Joan's answer was extremely helpful and with their input I produced this (probably incredibly inefficient) working program:


import pigpio
import numpy as np

motorStepPins = (18, 23, 24, 25)        # These are the GPIO addresses for the motor wires
motorDirectionPins = (4, 17, 27, 22)
motorEnablePins = (5, 6, 13, 26)

numberOfSteps = (3, 5, 7, 11)           # This is the number of steps that each motor will advance
motorNumbers = (0, 1, 2, 3)             

pulseWidth = 100                        # The pulsewidth in microseconds
cycleTime = 20                          # time that the number of steps needs to be completed in

motors = pigpio.pi()                    # This initiates pigpio
for motorPin in motorStepPins:          # defines the mode of all the motor pins
    motors.set_mode(motorPin, pigpio.OUTPUT)
for motorPin in motorDirectionPins:
    motors.set_mode(motorPin, pigpio.OUTPUT)
for motorPin in motorEnablePins:
    motors.set_mode(motorPin, pigpio.OUTPUT)

motors.wave_clear()


toggleDataType = [('name', int), ('state', int), ('time', float)]   # This is the data frmat for each toggle event
toggles = []

for motor in motorNumbers:                              # iterates through each motor
    for toggle in range(numberOfSteps[motor]):          # for each pulse it creates a toggle high and a toggle low event
        toggles.append((motor, 1, (toggle * 1000 * cycleTime / numberOfSteps[motor])))
        toggles.append((motor, 0, (toggle * 1000 * cycleTime / numberOfSteps[motor] + pulseWidth)))

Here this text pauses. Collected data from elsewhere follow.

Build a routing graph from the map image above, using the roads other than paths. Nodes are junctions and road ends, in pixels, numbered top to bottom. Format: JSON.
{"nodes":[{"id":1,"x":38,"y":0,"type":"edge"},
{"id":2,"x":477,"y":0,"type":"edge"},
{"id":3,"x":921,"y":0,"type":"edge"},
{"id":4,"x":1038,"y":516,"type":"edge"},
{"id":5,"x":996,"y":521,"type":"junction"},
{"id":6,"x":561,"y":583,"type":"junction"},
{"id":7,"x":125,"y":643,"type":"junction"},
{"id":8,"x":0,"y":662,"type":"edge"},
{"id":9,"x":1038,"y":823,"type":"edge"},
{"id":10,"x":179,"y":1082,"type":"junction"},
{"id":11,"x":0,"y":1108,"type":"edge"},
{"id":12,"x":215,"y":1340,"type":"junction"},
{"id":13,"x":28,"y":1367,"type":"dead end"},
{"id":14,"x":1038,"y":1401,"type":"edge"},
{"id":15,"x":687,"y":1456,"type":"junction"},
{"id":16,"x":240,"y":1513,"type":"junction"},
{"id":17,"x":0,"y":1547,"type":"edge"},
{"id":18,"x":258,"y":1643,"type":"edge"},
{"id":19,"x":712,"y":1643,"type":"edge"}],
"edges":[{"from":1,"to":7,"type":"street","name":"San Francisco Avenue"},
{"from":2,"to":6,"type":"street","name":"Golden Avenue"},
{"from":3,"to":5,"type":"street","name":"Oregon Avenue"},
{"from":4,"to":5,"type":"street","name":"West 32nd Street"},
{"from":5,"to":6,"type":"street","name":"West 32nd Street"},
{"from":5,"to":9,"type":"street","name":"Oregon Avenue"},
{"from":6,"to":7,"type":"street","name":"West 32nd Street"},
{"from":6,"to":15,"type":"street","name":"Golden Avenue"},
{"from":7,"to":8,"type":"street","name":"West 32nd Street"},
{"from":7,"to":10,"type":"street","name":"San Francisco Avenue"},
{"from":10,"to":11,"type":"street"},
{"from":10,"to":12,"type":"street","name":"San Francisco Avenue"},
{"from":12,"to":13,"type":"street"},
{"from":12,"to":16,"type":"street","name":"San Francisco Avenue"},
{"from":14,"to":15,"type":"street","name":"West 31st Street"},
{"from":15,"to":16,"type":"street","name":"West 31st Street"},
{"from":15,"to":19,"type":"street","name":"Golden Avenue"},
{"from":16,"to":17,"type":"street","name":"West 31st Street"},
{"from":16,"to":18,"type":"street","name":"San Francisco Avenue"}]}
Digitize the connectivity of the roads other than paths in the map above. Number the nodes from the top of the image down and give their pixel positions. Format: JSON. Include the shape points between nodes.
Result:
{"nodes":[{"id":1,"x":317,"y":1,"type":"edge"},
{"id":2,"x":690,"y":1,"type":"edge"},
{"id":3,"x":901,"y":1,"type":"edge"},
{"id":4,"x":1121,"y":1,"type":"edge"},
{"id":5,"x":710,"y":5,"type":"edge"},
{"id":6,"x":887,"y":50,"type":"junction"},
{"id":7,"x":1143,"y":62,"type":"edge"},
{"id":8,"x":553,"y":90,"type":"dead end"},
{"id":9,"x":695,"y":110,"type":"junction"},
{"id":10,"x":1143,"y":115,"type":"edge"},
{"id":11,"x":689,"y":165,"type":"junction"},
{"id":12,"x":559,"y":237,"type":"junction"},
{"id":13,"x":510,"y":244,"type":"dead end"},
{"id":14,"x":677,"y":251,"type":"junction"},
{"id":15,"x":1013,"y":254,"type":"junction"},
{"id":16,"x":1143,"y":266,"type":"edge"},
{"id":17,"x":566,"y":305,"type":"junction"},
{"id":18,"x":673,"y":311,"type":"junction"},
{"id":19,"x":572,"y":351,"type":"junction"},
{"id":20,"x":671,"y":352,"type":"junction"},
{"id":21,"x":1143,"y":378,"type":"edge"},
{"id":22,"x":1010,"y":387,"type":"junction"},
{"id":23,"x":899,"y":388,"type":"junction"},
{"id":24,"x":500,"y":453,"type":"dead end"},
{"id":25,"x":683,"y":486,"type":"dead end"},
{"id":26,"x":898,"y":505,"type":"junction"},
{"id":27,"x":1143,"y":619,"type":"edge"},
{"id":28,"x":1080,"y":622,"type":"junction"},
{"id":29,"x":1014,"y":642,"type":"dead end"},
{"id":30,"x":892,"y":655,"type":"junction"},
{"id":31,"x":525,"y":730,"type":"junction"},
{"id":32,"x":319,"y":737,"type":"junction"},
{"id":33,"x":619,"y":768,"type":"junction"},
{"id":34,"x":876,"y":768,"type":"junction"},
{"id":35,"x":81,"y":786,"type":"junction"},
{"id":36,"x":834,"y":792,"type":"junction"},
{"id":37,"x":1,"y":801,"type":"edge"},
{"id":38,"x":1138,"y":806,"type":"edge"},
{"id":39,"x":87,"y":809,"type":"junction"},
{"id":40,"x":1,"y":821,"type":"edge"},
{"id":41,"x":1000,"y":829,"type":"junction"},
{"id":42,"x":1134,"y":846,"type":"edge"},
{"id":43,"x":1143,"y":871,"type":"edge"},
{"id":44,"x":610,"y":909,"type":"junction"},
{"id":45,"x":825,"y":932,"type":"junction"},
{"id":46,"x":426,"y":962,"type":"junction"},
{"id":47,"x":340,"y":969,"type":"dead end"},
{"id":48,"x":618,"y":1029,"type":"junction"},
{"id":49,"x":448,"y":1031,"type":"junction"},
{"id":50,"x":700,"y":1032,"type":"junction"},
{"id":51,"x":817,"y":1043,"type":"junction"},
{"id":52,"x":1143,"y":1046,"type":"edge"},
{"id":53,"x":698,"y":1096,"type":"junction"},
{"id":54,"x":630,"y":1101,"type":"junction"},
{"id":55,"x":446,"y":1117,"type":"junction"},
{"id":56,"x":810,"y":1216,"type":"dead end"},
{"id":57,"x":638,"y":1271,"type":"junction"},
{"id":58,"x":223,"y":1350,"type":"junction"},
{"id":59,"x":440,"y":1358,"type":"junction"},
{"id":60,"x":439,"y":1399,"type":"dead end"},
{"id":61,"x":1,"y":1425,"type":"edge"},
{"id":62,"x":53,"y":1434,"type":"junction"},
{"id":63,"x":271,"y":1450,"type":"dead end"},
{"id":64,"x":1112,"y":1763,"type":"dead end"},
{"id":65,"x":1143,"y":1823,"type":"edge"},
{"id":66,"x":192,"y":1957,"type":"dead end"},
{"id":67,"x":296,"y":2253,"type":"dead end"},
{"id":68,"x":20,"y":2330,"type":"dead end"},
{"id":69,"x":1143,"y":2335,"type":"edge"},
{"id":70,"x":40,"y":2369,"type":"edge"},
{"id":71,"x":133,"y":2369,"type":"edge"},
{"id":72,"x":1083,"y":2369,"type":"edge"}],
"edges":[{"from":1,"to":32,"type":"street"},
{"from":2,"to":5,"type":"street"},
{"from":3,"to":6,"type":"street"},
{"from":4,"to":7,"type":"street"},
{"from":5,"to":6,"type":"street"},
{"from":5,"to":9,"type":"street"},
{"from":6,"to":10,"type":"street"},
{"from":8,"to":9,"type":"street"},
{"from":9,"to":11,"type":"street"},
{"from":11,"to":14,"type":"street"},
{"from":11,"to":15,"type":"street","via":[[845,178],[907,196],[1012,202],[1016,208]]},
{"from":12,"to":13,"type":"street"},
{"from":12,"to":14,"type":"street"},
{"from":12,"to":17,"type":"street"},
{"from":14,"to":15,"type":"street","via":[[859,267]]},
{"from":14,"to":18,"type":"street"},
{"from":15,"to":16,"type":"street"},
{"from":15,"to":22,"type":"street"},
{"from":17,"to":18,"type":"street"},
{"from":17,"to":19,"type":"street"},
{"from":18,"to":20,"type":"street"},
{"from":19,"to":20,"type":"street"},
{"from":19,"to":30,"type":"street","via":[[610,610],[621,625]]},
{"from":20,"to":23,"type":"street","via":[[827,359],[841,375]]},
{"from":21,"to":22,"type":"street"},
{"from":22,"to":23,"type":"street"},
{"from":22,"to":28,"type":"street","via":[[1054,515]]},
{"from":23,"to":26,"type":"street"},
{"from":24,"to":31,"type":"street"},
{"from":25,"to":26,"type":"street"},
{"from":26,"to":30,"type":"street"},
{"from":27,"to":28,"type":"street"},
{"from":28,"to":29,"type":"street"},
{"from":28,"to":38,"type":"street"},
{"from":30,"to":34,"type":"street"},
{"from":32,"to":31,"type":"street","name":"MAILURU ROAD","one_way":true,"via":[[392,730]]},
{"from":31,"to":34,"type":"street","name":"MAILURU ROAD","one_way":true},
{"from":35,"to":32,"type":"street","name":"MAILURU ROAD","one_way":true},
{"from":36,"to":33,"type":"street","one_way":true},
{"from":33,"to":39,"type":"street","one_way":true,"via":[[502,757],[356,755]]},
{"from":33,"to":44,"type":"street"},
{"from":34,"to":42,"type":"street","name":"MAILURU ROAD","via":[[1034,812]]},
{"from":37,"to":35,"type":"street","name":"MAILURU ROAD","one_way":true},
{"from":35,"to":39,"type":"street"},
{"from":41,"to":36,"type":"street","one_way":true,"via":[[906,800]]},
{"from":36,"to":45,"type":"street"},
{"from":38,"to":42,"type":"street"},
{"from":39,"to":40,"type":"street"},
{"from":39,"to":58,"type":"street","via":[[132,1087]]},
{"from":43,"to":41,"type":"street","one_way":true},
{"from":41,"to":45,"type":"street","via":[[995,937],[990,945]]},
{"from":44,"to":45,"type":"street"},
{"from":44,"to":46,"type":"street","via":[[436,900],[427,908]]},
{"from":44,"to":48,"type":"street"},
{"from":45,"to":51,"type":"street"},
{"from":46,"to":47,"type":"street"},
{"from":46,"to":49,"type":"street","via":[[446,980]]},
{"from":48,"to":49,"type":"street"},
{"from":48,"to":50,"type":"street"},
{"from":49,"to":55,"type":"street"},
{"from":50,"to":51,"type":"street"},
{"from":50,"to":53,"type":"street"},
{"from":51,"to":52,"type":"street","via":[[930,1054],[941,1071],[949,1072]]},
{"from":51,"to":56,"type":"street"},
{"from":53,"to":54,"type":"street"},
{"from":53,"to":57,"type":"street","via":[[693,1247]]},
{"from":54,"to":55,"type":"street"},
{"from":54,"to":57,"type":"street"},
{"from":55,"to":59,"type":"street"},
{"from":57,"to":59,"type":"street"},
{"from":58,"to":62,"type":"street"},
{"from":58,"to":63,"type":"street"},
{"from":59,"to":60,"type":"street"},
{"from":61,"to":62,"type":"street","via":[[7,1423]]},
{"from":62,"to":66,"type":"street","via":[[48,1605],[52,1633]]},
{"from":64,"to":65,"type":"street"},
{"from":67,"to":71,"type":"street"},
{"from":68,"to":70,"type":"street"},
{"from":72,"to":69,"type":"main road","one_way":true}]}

toggles = np.array(toggles, dtype = toggleDataType)
toggles = np.sort(toggles, order = 'time')              # Here we have converted to a numpy array in oder to sort the list by time
toggles = toggles.tolist()


pulses = []
for event in enumerate(toggles):        # This generates a certain number of steps equally spaced in the cycletime
    if (event[0]==len(toggles)-1):      # This handles the last event not having a period (I don't think entirely necesary but looks nice at least)
        if event[1][1]:
            pulses.append(pigpio.pulse(1<<motorStepPins[event[1][0]], 0, int((cycleTime * 1000 - event[1][2]) / 2)))
        else:
            pulses.append(pigpio.pulse(0, 1<<motorStepPins[event[1][0]], int((cycleTime * 1000 - event[1][2]) / 2)))
    else:
        if event[1][1]:
            pulses.append(pigpio.pulse(1<<motorStepPins[event[1][0]], 0, int((toggles[event[0]+1][2] - event[1][2]) / 2)))
        else:
            pulses.append(pigpio.pulse(0, 1<<motorStepPins[event[1][0]], int((toggles[event[0]+1][2] - event[1][2]) / 2)))

motors.wave_add_generic(pulses)
    
package = motors.wave_create()

motors.wave_send_once(package)

What I wanted all along

and that is the image I wanted all along

1 Answer 1

0

The time doubling is probably a bug which seems to happen on some Pis. No one has found the root cause (as far as I know).

As far as waves are concerned only one can be running at a time. You will need to merge all the stepper GPIO changes into one wave and send that. You will have to construct a few milliseconds worth of pulses in each wave. Send that and construct a new wave as it is being sent. It is not simple.

2
  • 1
    Thank you very much for extremely quick response! I believe what you are saying is to put all of the pulses for each GPIO into a single waveform and then send that waveform off. I see how this can work and will try it out.
    – Nicholas
    Jan 25, 2022 at 21:04
  • 1
    Just wanting to say thank you for providing a correct answer very quickly, I have updated the question with the code that I ended up producing that solved the issue. Couldn't have done it without your help!